As any virtual storage, CP can page it out to
its page datasets on DASD. Whereas a primary address space can contain
executable programs and data, a dataspace only contains data.
With CP Q SPACES PERMITTED <userid> one can query which
address spaces one has access to.
When a user logs on, CP creates its primary address space, and it
even assigns it a data space name,
namely userid:BASE.
The size of the primary address space is defined in the CP directory
and can be
- questioned with Query Virtual STORage
or with INDicate USER
- modified with DEFine STORage xxxM
Authorized users can create dataspaces, these dataspaces can be
shared or private and
mapped or unmapped.
Dataspaces get also a name, for example VMSYSU:0000000016SFSUSR
- Shared
- A shared dataspace can be directly addressed by users that have
permission. Users can even tell CP that they want to make their
primary address space shareable. So there is no need to use APPC (or
any other protocol) to access the data that a server maintains in a
shared dataspace.
VM's Shared Files System (SFS) uses shared dataspaces for
directories indicated by the SFS administrator. This gives a good
performance advantage for read-only data.
- Private
- A Private dataspace is simply extra virtual storage for the user
that creates it.
DB2/VM (formerly named SQL/DS) uses VM dataspaces in this way. SQL
end-users cannot directly access SQL data, they still use APPC to send
their request to the SQL server. (It is impossible for an SQL system
to work with shared dataspaces the way SFS does as is explained below).
- Mapped
- Each virtual storage page of a mapped dataspace is mapped to a 4K
block on a minidisk of the dataspace owner. When a pagefault
occurs, CP will read the data from the appropriate minidisk. Mapped
dataspaces are used by SFS and DB2/VM.
See the detailed SFS example below.
- Unmapped
- This is more like primary address spaces:
when a pagefault occurs,
CP will get the data from its paging datasets. Pageouts go to CP's
paging datasets as well.
Unmapped dataspaces may be used by DB2/VM for workspace (the so called
"Internal DBspaces").
In this section we want to explain where the I/O instructions are
counted when CMS files are read
(Access to SQL tables is mentioned later).
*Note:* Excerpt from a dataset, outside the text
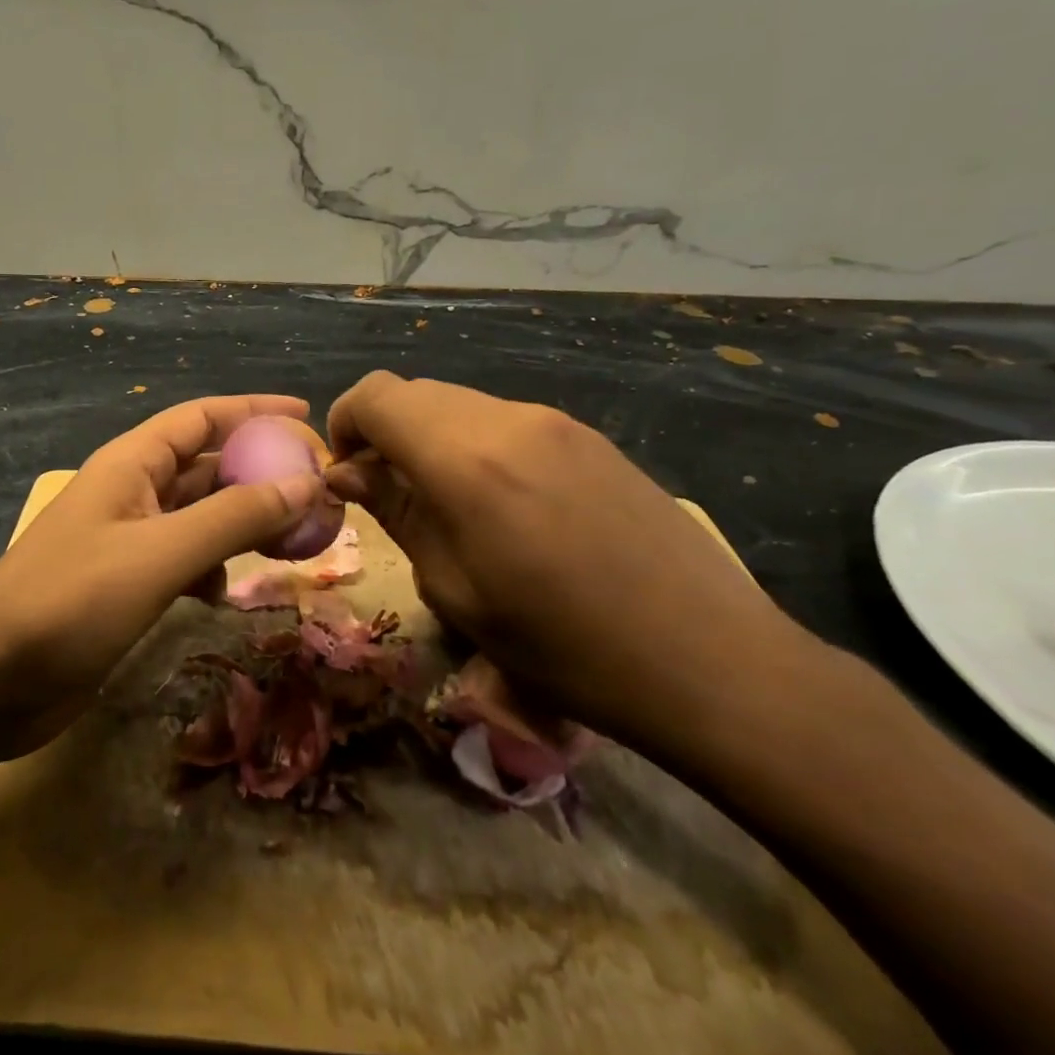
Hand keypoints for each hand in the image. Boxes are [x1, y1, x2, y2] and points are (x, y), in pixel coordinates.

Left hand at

The explanation is however
simplified a bit.
To manage its file system, CMS uses two important control blocks:
- Active Disk Table or ADT
This table has an entry for each letter of the alphabet. It contains
more or less the information displayed by Q DISK and Q ACCESSED. In
other words, it allows CMS to know that disk D, for example, corresponds
to minidisk 192, and disk Z with SFS directory
VMSYSU:HTTPD.WEBSHARE.KRIS.
- Files Status Table or FST
This table has an entry for each file of a minidisk/directory. It
contains more or less the information displayed by FILELIST, and also a
pointer to where the file starts on the minidisk (in practice, the
pointer may point to an index of the file's records, but we will ignore
this here).
The ADT and FST are most used and affected by the ACCESS and RELEASE
commands.
When a CMS user starts a program that reads a file (for example
XEDIT MYFILE ONE D), CMS will consult its ADT to find on which
minidisk the file is stored and then the FST (File Status Table) to find
where the file lives on the minidisk. Then CMS asks CP to read the
appropriate file blocks from that minidisk.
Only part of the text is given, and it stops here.